## WHAT TO PRODUCE
In the material beneath, how many lines contain the word "Right"? Give the count alone.

## RECORDS TO USE
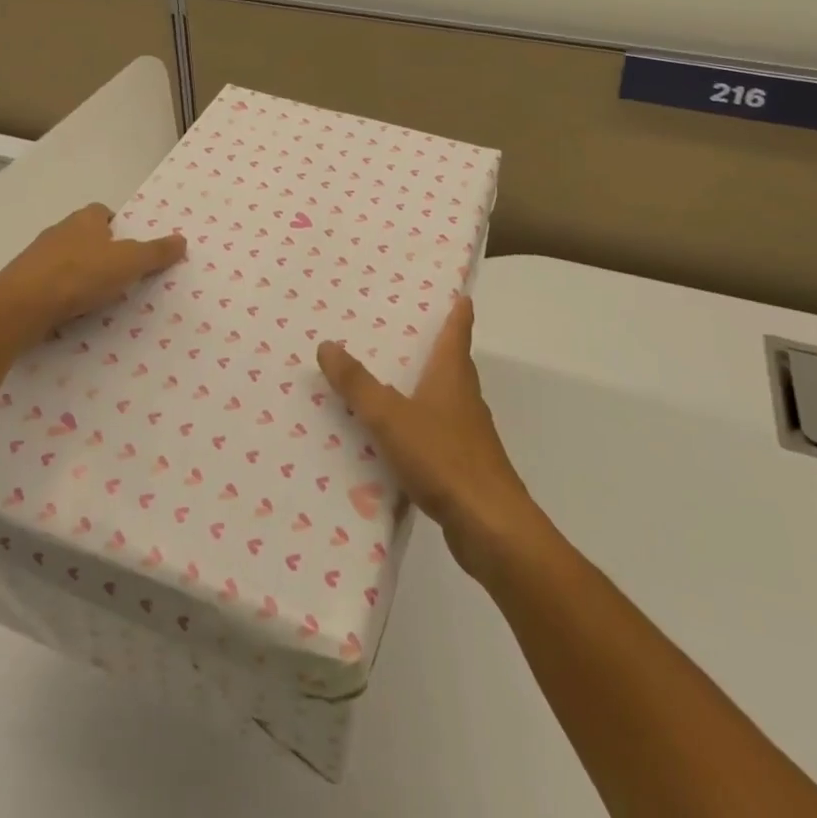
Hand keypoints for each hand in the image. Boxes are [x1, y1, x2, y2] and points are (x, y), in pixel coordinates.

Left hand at [0, 203, 187, 350]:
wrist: (20, 307)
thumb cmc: (79, 275)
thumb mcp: (129, 263)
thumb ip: (156, 252)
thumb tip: (182, 239)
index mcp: (84, 219)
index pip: (103, 212)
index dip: (118, 226)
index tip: (131, 246)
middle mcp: (58, 231)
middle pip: (84, 236)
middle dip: (101, 251)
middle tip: (121, 274)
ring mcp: (36, 258)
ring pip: (65, 260)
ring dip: (80, 274)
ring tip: (99, 298)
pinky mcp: (22, 283)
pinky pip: (49, 284)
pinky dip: (62, 295)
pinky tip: (72, 313)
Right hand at [317, 295, 546, 582]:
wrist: (490, 526)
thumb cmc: (443, 458)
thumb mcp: (390, 417)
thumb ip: (357, 384)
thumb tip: (326, 344)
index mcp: (452, 374)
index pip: (458, 329)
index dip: (458, 309)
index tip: (457, 291)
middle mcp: (464, 396)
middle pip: (451, 361)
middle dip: (432, 345)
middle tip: (400, 329)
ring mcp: (467, 432)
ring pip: (443, 398)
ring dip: (422, 386)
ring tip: (387, 380)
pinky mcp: (463, 464)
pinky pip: (436, 432)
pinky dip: (418, 425)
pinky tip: (394, 438)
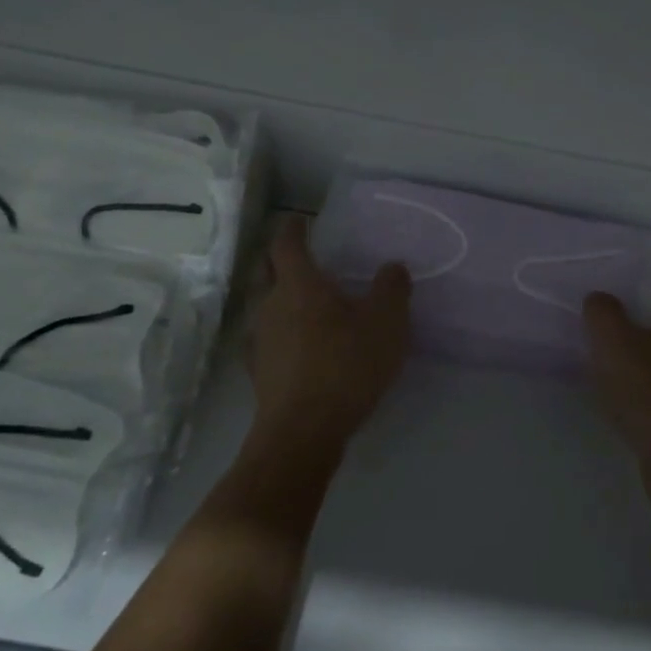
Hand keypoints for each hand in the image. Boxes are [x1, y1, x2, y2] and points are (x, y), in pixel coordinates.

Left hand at [246, 216, 411, 464]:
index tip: (300, 220)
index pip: (286, 244)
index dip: (293, 228)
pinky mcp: (258, 371)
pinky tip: (294, 344)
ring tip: (302, 302)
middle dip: (278, 258)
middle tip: (299, 256)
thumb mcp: (386, 323)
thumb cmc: (346, 365)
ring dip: (278, 297)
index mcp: (299, 285)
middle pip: (265, 270)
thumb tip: (392, 267)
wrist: (303, 431)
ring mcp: (259, 340)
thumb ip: (392, 288)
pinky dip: (278, 332)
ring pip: (263, 305)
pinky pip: (265, 338)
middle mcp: (270, 305)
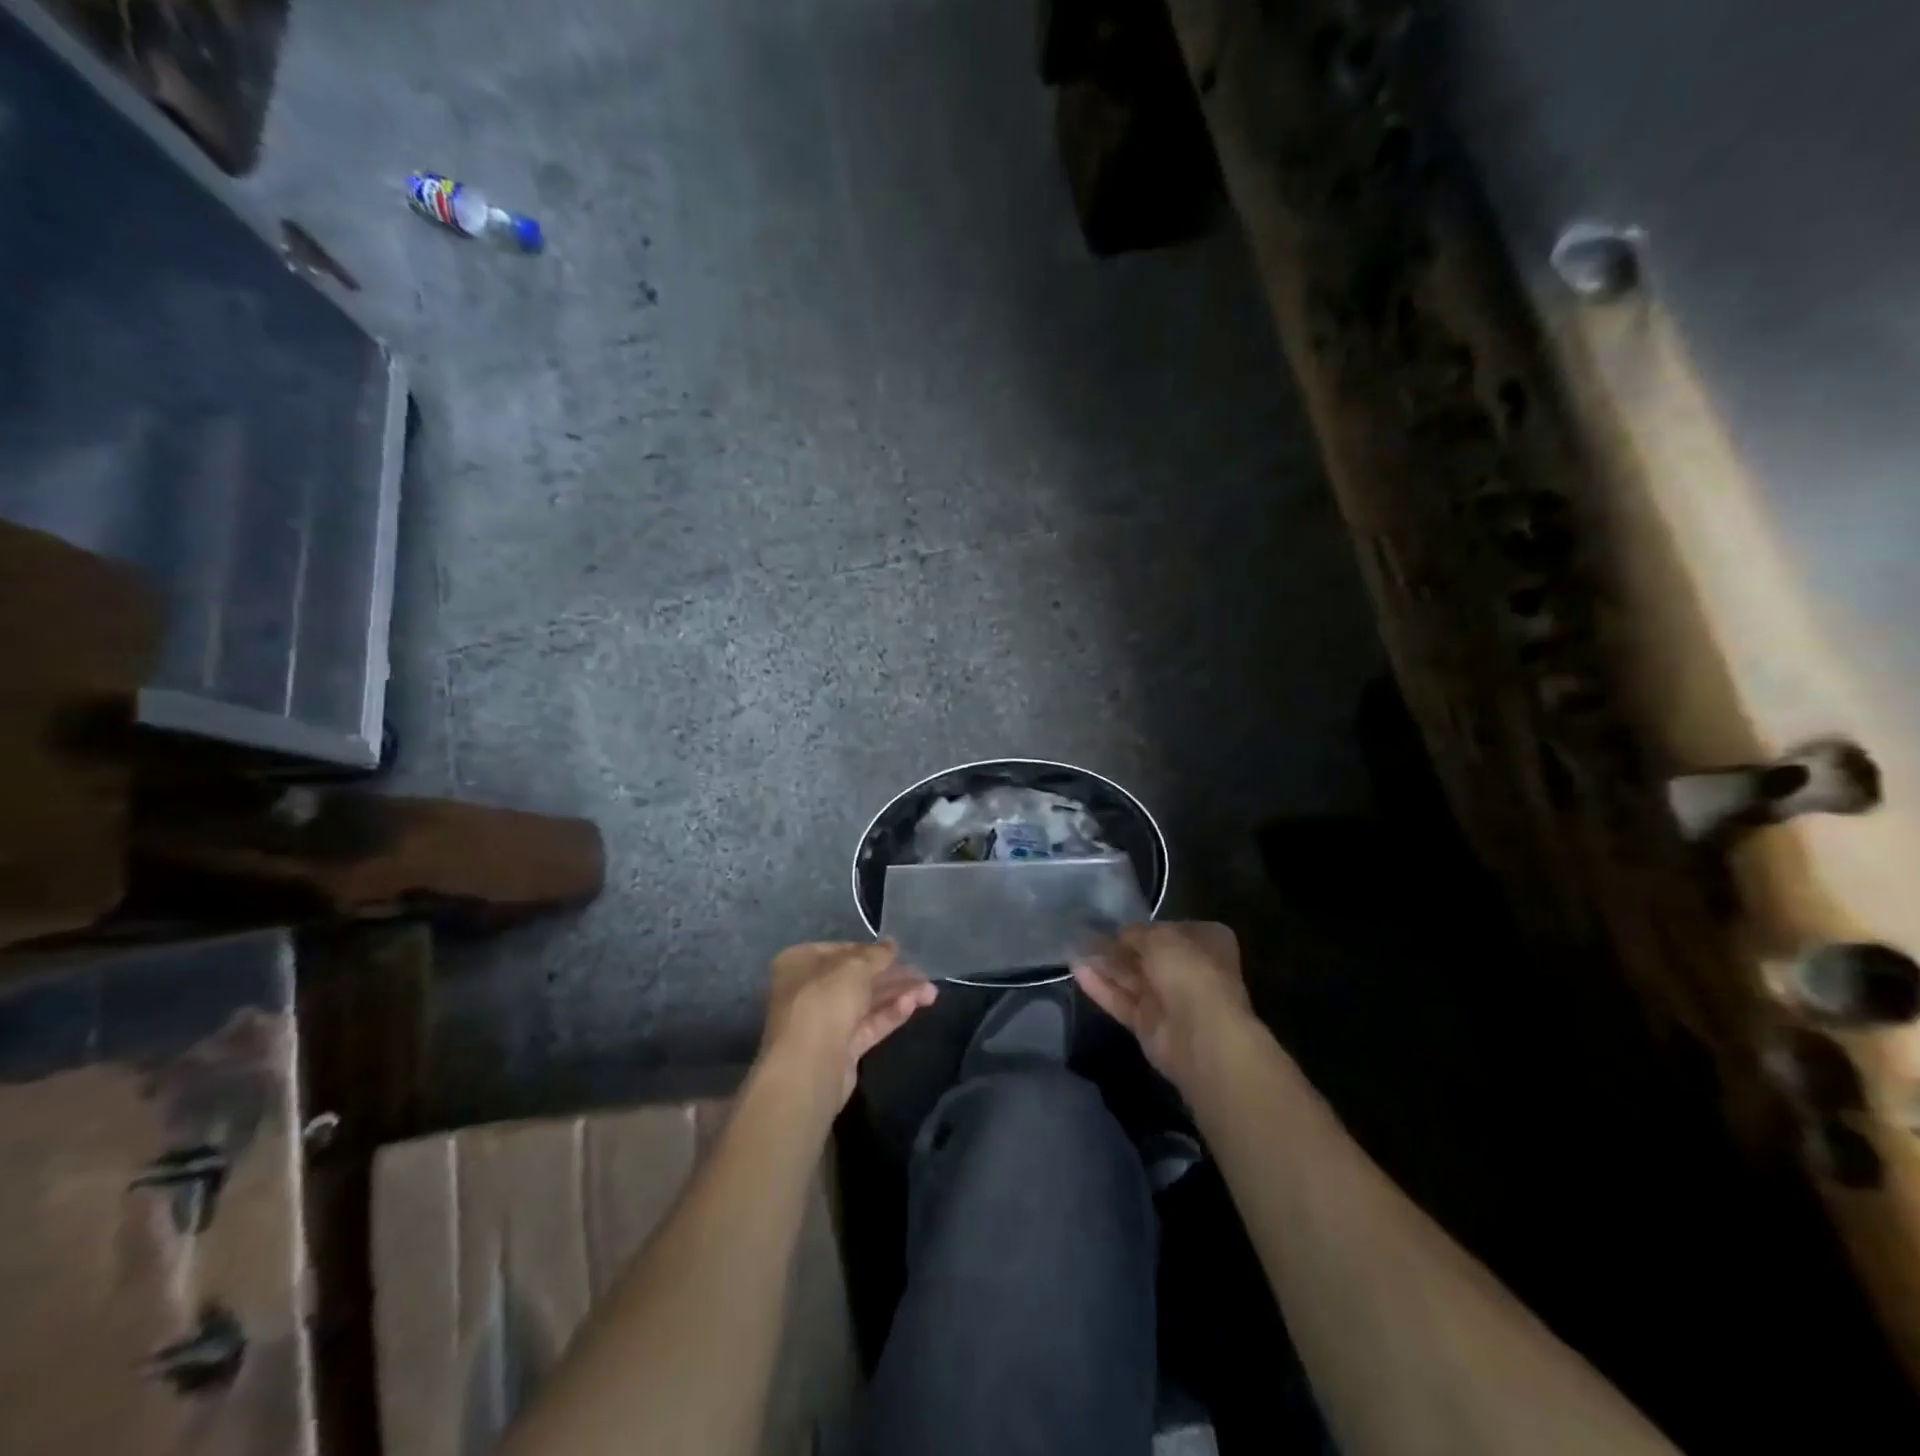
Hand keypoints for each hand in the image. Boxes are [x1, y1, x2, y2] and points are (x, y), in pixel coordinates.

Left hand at [759, 941, 937, 1109]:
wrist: (807, 1066)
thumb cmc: (824, 1000)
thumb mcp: (854, 967)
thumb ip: (877, 955)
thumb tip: (892, 945)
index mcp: (801, 962)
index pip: (842, 951)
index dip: (872, 951)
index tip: (900, 951)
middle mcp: (810, 989)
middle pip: (857, 978)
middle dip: (892, 976)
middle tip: (924, 974)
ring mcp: (825, 1021)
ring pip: (866, 1002)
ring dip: (898, 994)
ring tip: (931, 992)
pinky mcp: (841, 1048)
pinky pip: (869, 1024)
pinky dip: (890, 1014)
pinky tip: (913, 1005)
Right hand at [1073, 922, 1252, 1091]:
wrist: (1201, 1036)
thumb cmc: (1189, 972)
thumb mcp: (1159, 937)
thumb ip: (1135, 932)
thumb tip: (1119, 934)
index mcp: (1206, 942)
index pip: (1171, 928)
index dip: (1144, 924)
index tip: (1114, 920)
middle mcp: (1190, 969)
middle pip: (1148, 954)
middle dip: (1118, 945)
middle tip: (1084, 931)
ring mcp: (1169, 999)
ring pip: (1132, 977)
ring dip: (1104, 963)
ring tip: (1073, 947)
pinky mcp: (1149, 1024)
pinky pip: (1121, 1000)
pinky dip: (1100, 986)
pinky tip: (1075, 970)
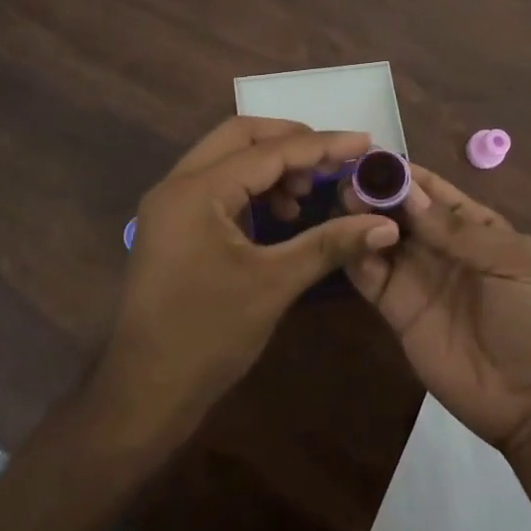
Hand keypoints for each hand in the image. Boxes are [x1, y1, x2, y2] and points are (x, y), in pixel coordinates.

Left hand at [89, 117, 399, 451]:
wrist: (144, 394)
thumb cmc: (208, 337)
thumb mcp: (274, 285)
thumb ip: (329, 244)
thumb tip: (386, 224)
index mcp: (196, 191)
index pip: (268, 152)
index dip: (321, 146)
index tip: (364, 142)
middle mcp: (177, 184)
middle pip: (241, 137)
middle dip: (291, 142)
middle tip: (334, 160)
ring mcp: (171, 204)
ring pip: (228, 158)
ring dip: (271, 166)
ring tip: (308, 194)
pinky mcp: (174, 224)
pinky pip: (218, 185)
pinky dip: (253, 188)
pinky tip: (282, 215)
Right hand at [344, 164, 530, 451]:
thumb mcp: (511, 264)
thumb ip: (458, 230)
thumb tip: (407, 191)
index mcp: (474, 226)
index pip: (431, 190)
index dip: (402, 172)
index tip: (369, 155)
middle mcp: (439, 246)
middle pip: (399, 210)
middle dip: (374, 191)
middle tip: (347, 179)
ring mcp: (416, 277)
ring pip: (379, 237)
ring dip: (360, 218)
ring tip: (340, 203)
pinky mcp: (396, 310)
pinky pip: (369, 276)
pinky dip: (353, 254)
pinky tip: (340, 238)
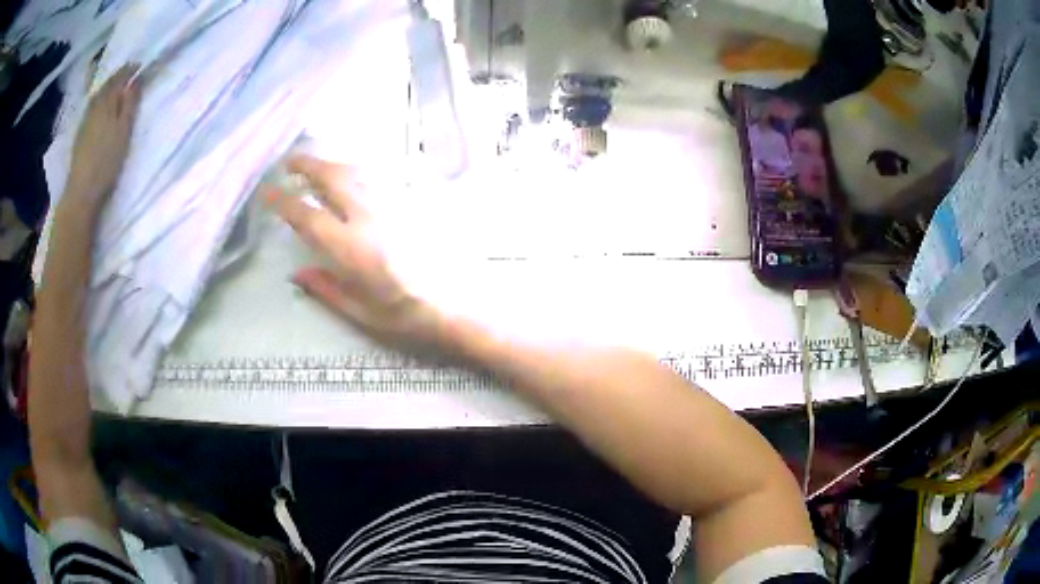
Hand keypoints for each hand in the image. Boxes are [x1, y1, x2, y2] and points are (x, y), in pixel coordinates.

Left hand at [67, 64, 141, 207]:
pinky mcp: (80, 135)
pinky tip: (101, 106)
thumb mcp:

## RESPONSE AREA
3